┌─ EXTRACTED MATERIAL

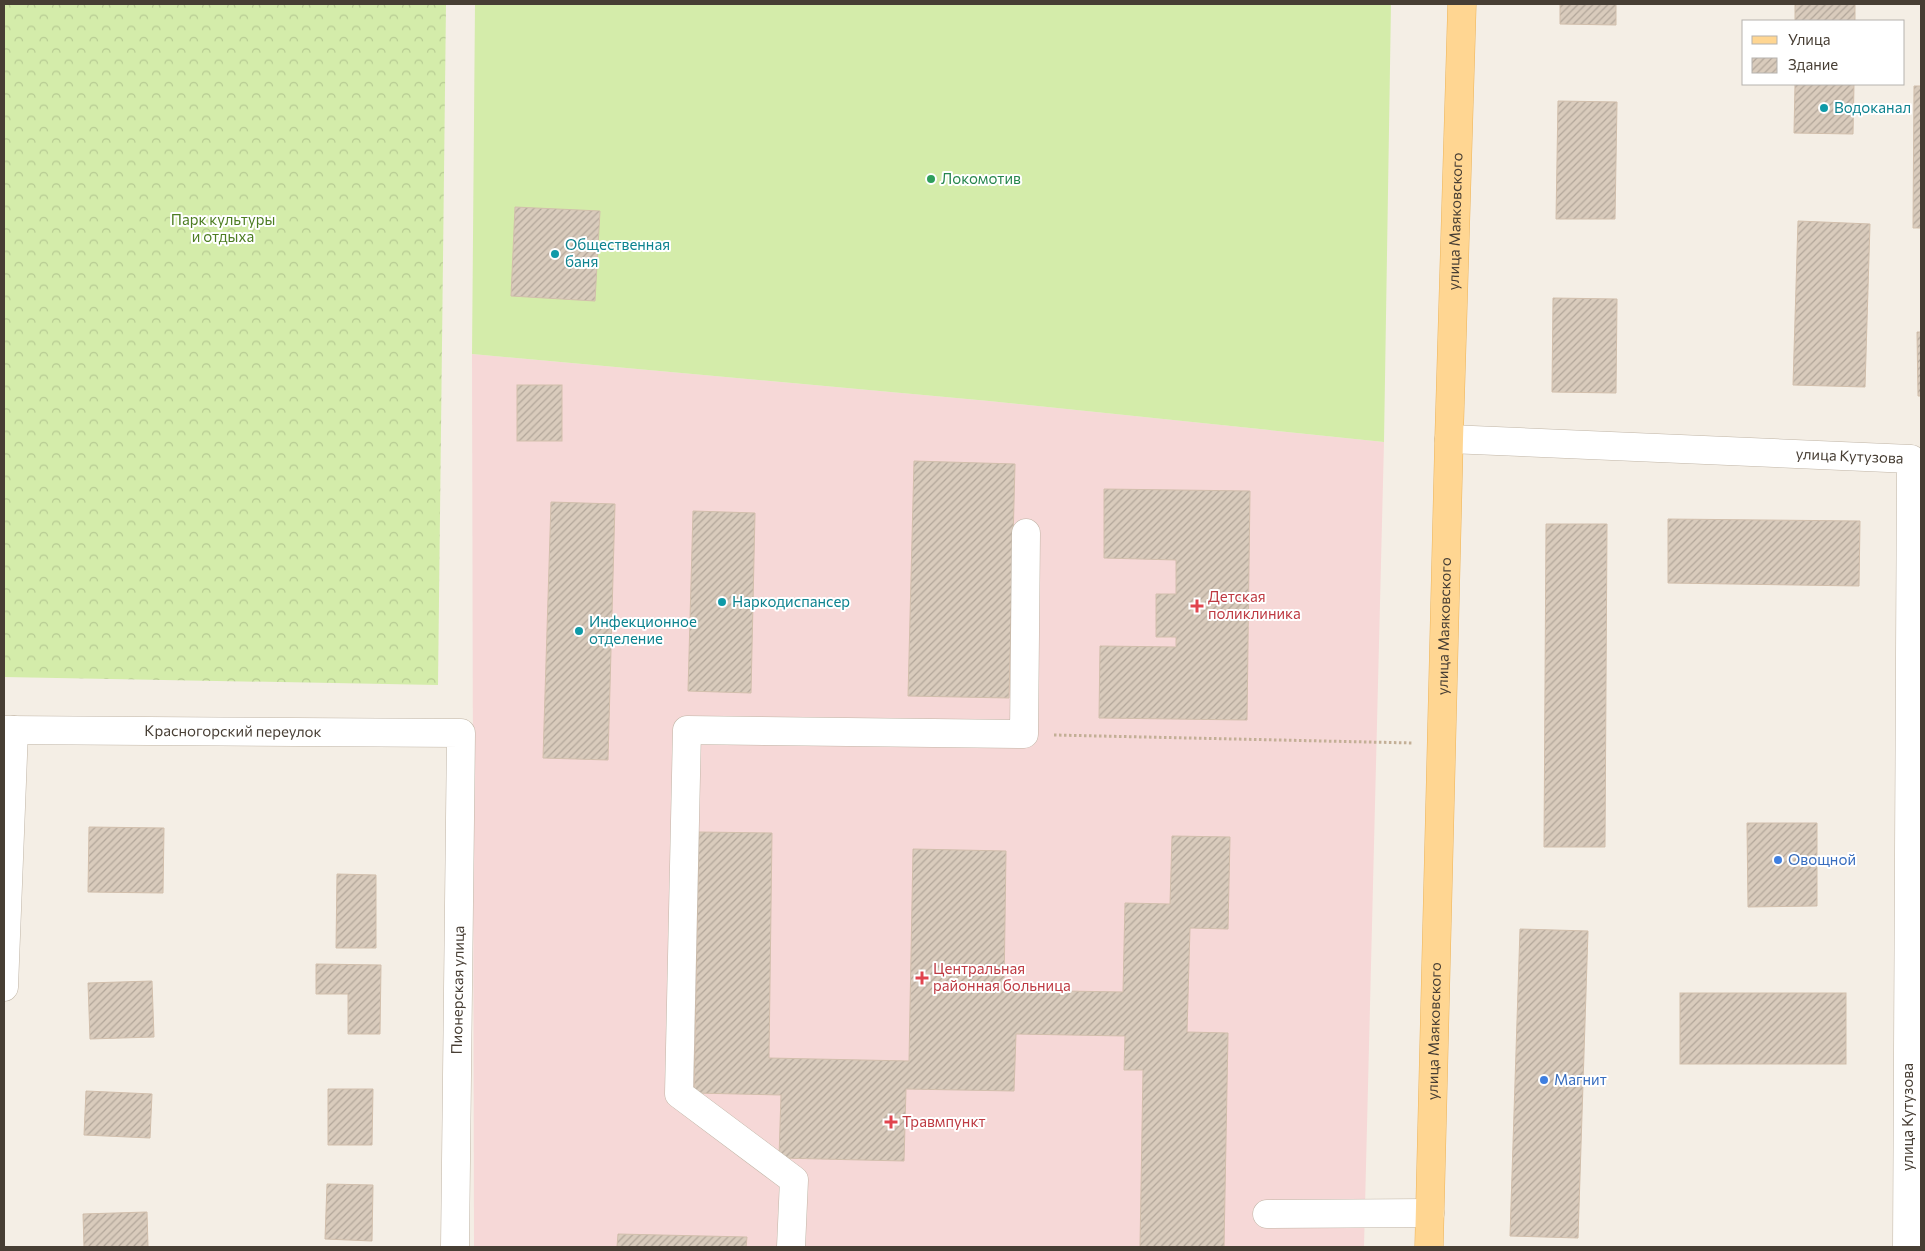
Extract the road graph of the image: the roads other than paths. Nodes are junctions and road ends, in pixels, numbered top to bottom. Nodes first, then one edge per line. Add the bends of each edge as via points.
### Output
1 (1462, 4) edge
2 (1449, 439) junction
3 (1026, 533) dead end
4 (1916, 668) edge
5 (9, 730) edge
6 (461, 733) joint
7 (4, 987) edge
8 (1430, 1213) junction
9 (1266, 1214) dead end
10 (455, 1247) edge
11 (791, 1247) edge
12 (1430, 1247) edge
13 (1907, 1247) edge

1 - 2 main road, улица Маяковского
2 - 4 street, улица Кутузова via 1911,458
2 - 8 main road, улица Маяковского
3 - 11 street via 1024,734 687,730 679,1094 794,1180
4 - 13 street, улица Кутузова
5 - 6 street, Красногорский переулок
5 - 7 street
6 - 10 street, Пионерская улица
8 - 9 street
8 - 12 main road, улица Маяковского

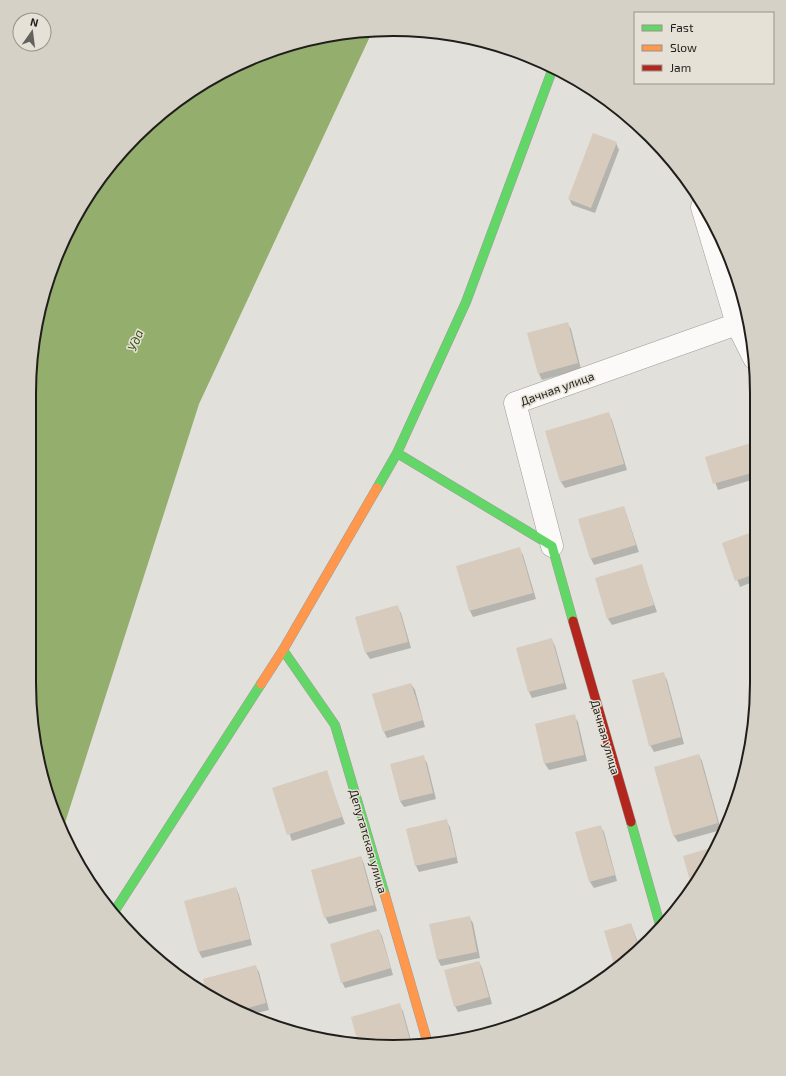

└─

— YOUR ASSIGNMENT —
A verbatim reproduction of each entry is expected, with every picture omitted.

— EXERCISE OUTPUT —
Extract the road graph of the image: the roads other than paths. Nodes are junctions and road ends, in pixels, numbered top to bottom. Nodes first, then one edge per line. Add the bends of each edge as via points.
### Output
1 (1462, 4) edge
2 (1449, 439) junction
3 (1026, 533) dead end
4 (1916, 668) edge
5 (9, 730) edge
6 (461, 733) joint
7 (4, 987) edge
8 (1430, 1213) junction
9 (1266, 1214) dead end
10 (455, 1247) edge
11 (791, 1247) edge
12 (1430, 1247) edge
13 (1907, 1247) edge

1 - 2 main road, улица Маяковского
2 - 4 street, улица Кутузова via 1911,458
2 - 8 main road, улица Маяковского
3 - 11 street via 1024,734 687,730 679,1094 794,1180
4 - 13 street, улица Кутузова
5 - 6 street, Красногорский переулок
5 - 7 street
6 - 10 street, Пионерская улица
8 - 9 street
8 - 12 main road, улица Маяковского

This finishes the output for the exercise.